Both children and adults can have OSA. In children, it often happens when the tonsils or adenoids are larger than normal (figure 1). These are areas of soft tissue in the back of the throat. If they are large, they can block the airway during sleep. Other conditions, including having excess body weight and certain medical problems, also increase a child's risk of OSA.
There are other types of sleep apnea, too. But OSA is the most common.
What are the symptoms of OSA? —
OSA causes symptoms both at night and during the day.
At night, your child might:
●Snore
●Breathe loudly or have trouble breathing
●Have pauses between breaths or suddenly gasp for breath
●Breathe through their mouth
●Seem restless or move around a lot
●Sweat a lot
●Wet the bed or wake up often to urinate
●Sleepwalk or have "night terrors"
During the day, your child might:
●Wake up with a headache
●Feel very tired
●Fall asleep at unusual times, like at school or on a short car ride
●Breathe through their mouth
●Have trouble focusing in school
●Act grumpy or irritated
Should my child see a doctor or nurse? —
Yes. If you think your child might have OSA, talk to their doctor. The doctor will do an exam and ask about your child's symptoms and sleep habits. They will probably also look into your child's mouth and throat.
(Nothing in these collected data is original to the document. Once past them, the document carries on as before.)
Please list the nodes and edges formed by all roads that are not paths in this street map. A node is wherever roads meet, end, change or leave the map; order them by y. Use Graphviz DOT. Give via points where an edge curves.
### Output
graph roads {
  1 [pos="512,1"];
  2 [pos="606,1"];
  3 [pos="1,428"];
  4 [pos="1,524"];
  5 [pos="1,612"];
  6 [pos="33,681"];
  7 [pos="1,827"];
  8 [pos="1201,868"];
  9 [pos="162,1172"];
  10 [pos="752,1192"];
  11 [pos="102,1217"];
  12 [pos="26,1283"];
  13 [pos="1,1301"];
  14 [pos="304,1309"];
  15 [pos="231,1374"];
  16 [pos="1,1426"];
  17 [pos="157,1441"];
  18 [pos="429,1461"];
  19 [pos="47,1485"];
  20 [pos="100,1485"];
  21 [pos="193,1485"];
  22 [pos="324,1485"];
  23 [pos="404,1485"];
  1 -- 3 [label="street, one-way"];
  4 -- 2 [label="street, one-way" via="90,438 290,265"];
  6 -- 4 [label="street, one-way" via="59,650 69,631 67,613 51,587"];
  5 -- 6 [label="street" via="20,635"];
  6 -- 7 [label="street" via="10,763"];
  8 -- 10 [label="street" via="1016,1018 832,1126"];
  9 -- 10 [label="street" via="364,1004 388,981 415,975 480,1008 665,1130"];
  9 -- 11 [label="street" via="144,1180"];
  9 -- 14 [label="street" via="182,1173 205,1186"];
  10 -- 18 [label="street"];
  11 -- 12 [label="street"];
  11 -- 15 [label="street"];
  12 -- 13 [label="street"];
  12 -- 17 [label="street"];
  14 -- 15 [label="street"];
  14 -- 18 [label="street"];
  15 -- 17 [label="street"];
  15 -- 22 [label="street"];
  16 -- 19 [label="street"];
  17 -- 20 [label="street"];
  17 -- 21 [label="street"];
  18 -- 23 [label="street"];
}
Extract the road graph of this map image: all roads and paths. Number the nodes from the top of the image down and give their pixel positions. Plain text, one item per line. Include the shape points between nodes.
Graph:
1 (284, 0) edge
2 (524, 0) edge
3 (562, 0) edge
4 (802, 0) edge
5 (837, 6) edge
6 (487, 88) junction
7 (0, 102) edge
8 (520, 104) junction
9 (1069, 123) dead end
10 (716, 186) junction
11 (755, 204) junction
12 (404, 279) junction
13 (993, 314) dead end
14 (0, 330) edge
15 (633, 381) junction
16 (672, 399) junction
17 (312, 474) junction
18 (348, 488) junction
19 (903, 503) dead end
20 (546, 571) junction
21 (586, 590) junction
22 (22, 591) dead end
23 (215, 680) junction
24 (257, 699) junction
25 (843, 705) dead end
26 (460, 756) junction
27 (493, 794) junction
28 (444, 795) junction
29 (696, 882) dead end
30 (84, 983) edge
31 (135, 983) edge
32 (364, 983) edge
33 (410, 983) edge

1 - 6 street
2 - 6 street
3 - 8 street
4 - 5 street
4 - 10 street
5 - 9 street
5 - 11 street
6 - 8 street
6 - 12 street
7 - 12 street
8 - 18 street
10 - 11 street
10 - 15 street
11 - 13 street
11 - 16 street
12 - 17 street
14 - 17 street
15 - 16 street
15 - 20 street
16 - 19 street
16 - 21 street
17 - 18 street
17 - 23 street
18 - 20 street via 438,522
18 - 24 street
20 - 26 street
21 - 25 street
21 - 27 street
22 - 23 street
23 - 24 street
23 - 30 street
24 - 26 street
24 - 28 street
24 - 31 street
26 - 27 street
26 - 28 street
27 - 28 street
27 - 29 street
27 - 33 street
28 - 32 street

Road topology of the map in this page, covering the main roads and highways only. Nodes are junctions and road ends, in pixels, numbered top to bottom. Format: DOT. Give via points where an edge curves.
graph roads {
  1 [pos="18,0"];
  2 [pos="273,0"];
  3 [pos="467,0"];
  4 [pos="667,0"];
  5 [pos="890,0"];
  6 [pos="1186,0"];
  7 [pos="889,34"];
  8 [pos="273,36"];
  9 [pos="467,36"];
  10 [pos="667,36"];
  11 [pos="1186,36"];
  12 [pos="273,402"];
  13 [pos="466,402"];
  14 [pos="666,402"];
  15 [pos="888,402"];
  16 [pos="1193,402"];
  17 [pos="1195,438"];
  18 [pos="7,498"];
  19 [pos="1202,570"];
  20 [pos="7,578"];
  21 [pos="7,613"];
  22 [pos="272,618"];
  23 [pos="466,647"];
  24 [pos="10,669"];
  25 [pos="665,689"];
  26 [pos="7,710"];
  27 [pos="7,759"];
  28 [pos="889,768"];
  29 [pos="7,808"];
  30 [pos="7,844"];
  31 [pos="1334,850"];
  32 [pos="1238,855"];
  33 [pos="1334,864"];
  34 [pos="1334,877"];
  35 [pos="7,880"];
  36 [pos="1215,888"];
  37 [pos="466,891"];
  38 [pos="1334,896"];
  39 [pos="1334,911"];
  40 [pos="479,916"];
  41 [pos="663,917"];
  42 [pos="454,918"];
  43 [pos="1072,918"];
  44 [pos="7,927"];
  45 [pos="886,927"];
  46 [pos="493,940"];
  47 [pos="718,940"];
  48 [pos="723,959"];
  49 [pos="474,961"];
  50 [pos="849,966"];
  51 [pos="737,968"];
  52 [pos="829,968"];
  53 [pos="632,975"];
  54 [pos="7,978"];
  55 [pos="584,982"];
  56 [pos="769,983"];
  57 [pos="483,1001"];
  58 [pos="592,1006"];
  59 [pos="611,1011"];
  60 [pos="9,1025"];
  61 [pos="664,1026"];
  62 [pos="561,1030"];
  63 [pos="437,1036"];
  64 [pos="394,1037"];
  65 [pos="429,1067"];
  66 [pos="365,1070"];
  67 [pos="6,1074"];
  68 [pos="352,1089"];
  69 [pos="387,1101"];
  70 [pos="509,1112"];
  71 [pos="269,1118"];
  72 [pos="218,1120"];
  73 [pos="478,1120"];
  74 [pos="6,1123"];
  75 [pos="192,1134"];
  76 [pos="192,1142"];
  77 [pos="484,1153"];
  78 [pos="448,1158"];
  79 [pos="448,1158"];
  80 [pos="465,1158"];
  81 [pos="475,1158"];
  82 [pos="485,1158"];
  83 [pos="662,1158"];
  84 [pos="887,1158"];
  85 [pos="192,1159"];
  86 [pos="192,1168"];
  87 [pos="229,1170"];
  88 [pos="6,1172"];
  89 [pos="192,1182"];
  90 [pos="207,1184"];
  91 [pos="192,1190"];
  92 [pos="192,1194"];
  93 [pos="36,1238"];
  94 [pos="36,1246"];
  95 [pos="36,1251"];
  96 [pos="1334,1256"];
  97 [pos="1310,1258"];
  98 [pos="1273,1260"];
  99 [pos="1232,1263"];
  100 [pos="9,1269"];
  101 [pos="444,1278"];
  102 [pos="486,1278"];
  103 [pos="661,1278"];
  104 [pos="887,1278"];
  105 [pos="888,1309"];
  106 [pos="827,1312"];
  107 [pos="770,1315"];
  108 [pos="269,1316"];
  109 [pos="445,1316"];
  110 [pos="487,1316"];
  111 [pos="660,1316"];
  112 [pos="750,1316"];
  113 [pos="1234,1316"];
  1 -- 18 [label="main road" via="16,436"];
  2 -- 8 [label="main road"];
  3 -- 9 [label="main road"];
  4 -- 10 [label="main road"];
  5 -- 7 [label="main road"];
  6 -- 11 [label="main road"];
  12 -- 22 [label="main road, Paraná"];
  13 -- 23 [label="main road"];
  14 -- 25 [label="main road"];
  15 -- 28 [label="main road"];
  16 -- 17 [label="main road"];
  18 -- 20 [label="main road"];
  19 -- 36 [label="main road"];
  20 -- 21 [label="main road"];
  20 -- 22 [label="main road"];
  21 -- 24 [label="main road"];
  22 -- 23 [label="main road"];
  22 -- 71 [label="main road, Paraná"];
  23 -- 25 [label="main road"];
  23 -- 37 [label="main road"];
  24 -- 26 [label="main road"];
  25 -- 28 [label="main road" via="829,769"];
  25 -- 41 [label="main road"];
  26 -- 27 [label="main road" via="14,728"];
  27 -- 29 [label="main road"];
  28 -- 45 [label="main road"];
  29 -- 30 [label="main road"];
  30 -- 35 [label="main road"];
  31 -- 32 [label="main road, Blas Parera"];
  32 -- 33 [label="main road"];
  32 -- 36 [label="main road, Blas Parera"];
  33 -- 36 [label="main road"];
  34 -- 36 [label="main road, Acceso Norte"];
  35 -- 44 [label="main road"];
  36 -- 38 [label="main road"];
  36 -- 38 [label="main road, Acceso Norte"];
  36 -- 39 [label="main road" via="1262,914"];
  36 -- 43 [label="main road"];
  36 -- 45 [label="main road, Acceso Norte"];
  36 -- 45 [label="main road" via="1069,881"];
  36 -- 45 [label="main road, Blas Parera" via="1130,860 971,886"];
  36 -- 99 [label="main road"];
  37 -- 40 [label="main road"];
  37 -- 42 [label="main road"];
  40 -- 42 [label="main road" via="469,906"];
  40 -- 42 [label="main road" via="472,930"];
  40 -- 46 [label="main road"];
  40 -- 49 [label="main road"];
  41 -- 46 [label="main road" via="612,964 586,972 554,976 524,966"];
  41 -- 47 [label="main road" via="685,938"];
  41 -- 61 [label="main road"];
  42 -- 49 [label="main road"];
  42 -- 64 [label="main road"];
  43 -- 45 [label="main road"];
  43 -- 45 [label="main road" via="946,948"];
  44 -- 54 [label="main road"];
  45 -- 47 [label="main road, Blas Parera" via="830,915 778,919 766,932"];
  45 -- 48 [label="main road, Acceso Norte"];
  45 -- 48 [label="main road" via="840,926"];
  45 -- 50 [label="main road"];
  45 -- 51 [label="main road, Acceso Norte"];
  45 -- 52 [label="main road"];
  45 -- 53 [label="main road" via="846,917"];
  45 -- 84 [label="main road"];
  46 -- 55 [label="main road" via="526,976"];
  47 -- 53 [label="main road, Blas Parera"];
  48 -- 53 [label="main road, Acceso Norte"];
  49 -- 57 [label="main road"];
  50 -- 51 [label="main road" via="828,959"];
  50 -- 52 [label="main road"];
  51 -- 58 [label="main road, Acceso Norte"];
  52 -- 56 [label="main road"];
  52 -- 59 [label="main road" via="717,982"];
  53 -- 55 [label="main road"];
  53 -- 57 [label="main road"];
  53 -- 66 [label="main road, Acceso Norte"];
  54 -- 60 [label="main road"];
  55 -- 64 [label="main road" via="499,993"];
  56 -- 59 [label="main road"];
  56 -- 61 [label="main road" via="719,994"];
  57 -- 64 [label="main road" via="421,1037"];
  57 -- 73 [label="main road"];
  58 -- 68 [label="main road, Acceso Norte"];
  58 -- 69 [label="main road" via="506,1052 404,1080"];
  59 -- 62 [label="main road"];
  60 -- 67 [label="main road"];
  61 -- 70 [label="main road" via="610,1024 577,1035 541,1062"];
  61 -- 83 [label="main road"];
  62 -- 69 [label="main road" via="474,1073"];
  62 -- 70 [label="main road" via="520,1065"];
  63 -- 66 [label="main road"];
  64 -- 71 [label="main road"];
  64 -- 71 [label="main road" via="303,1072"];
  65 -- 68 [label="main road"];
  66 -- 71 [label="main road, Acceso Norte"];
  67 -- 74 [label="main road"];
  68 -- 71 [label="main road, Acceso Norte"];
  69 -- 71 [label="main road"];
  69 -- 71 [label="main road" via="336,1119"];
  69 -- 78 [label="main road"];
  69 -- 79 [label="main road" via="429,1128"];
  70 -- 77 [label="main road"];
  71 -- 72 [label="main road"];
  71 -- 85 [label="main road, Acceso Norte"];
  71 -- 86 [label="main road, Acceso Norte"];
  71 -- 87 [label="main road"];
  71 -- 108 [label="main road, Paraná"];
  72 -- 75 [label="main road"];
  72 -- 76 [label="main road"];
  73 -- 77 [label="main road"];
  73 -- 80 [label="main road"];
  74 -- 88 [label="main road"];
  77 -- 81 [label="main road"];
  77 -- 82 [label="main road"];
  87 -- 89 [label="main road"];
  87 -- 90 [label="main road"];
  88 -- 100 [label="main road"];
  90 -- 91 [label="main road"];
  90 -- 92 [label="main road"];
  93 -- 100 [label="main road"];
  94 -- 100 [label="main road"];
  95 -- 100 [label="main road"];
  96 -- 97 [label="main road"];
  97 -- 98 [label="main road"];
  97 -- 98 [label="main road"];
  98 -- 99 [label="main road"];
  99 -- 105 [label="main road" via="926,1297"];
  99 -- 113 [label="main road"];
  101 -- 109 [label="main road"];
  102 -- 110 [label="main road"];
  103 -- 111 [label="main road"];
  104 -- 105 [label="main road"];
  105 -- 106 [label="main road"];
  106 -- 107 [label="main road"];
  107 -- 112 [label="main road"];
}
The doctor might also suggest taking your child to see another doctor. This could be an expert in sleep problems or "ear, nose, and throat" medicine.
Is there a test for OSA? —
Yes. If a doctor suspects your child has OSA, they might suggest a "sleep study." For this, your child spends the night in a room called a "sleep lab." In the lab, your child sleeps in a bed while they are hooked up to different machines. The machines record your child's heart rate, breathing, and other body functions.
In some cases, doctors can tell a child has OSA without doing a sleep study.
How is OSA in children treated? —
There are 2 main treatments:
●Surgery to remove the tonsils or adenoids – If your child's tonsils or adenoids are larger than usual, OSA is often treated with surgery to remove them. This surgery is called "adenotonsillectomy."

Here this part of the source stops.